POWER processors still exist, and IBM continues to bring out and sell new generations of them (POWER10 being the latest). And not only that, if you look at the latest list of the top 500 supercomputers in the world <https://top500.org/lists/top500/2021/06/>, you will see POWER machines at places 2 and 3.
> Itanium: The CPU was a dud. Support was dropped after Windows Server 2008 R2
> because no one cared about Itanium.
I remember Intel saying that the first OS they got to boot on the first Itanium processor was Linux. And even after Microsoft Windows Server for Itanium began dropping in feature completeness behind Windows Server for x86, Linux continued to offer updated support. And that support didn’t actually end until this year. So on Itanium, Linux was first on, and last to abandon ship.

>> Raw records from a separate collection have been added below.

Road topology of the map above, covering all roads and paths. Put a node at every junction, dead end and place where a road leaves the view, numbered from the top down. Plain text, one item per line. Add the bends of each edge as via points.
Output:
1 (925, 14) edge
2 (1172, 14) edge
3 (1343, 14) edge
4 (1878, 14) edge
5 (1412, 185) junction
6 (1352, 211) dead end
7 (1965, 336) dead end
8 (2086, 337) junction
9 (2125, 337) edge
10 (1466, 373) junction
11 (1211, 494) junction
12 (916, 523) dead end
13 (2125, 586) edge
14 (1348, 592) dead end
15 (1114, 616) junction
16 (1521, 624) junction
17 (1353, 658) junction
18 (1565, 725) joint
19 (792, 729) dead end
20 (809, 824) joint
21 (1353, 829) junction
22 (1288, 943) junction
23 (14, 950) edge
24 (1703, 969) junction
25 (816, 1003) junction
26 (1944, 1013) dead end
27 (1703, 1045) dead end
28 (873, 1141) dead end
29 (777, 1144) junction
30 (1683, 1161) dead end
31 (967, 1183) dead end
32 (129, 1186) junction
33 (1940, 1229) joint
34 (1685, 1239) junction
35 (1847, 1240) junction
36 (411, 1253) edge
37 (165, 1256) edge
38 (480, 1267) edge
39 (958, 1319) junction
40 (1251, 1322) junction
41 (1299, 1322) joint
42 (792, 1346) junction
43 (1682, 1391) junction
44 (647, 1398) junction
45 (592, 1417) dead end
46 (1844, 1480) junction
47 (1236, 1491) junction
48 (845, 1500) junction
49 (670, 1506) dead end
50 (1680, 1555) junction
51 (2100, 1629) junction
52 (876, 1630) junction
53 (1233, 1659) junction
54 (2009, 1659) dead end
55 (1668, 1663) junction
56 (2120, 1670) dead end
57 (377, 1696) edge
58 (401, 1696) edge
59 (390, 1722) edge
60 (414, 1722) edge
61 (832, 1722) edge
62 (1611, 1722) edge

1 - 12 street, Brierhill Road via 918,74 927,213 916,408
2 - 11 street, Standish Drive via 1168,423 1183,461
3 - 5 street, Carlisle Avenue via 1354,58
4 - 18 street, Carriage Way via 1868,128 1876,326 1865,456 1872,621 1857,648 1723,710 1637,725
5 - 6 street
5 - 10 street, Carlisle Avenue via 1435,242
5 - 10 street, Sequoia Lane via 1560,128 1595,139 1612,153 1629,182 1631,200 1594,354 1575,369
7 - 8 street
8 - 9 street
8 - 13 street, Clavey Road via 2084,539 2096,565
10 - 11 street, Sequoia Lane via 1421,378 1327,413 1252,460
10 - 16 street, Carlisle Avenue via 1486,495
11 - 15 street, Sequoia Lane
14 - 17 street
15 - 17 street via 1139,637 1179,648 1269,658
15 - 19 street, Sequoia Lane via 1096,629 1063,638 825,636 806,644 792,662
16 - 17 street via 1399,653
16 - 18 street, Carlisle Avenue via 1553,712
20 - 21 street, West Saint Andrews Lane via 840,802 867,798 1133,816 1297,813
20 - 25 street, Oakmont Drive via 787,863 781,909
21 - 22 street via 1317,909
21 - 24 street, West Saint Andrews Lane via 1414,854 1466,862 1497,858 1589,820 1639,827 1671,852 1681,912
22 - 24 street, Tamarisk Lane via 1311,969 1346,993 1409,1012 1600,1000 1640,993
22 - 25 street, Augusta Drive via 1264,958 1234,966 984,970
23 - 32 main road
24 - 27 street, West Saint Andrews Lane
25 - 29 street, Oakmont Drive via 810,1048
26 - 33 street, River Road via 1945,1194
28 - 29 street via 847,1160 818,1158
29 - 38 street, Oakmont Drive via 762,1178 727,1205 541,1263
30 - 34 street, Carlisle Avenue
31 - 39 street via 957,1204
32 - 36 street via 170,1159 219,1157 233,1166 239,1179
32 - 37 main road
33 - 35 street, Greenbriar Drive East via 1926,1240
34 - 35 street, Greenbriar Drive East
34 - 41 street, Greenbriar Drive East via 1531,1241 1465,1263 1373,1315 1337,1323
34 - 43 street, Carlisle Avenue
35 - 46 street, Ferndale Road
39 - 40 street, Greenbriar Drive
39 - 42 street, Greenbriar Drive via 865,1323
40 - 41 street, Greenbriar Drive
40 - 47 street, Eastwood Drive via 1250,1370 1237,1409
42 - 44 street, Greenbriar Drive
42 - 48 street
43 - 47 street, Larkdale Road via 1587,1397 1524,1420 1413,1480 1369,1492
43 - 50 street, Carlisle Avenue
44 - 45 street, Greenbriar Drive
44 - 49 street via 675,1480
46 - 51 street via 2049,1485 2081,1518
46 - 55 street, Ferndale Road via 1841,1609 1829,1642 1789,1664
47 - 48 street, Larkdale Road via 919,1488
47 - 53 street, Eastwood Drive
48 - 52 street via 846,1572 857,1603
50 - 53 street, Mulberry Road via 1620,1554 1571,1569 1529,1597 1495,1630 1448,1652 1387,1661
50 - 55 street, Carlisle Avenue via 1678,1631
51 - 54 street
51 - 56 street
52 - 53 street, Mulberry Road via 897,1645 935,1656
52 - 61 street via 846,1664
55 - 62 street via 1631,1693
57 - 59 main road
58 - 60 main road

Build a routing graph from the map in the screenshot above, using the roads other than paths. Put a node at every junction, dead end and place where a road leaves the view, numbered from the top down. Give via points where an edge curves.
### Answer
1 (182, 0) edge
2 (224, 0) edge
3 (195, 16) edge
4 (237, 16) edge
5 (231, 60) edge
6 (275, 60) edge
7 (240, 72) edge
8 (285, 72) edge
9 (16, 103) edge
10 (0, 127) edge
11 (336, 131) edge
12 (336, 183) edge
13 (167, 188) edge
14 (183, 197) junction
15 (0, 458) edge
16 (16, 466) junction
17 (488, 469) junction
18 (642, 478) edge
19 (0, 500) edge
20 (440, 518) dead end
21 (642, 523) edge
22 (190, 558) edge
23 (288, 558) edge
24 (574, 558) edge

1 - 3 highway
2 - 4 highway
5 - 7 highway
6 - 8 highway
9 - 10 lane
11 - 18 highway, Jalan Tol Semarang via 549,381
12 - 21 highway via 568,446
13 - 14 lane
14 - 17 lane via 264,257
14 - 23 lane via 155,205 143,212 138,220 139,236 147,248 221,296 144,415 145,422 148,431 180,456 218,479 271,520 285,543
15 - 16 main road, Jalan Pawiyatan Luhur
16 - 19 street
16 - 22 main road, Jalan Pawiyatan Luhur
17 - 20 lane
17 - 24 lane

And what about ARM, which if anything is going stronger than ever? Microsoft continues to struggle with trying to get Windows to work properly on that, while Linux systems have been working well on it for years. And RISC-V is making an impact, which Microsoft is totally unprepared for.
All your excuses basically reinforce my point: it is hard for proprietary OSes (and application software) to be cross-platform. Open-source manages it much better.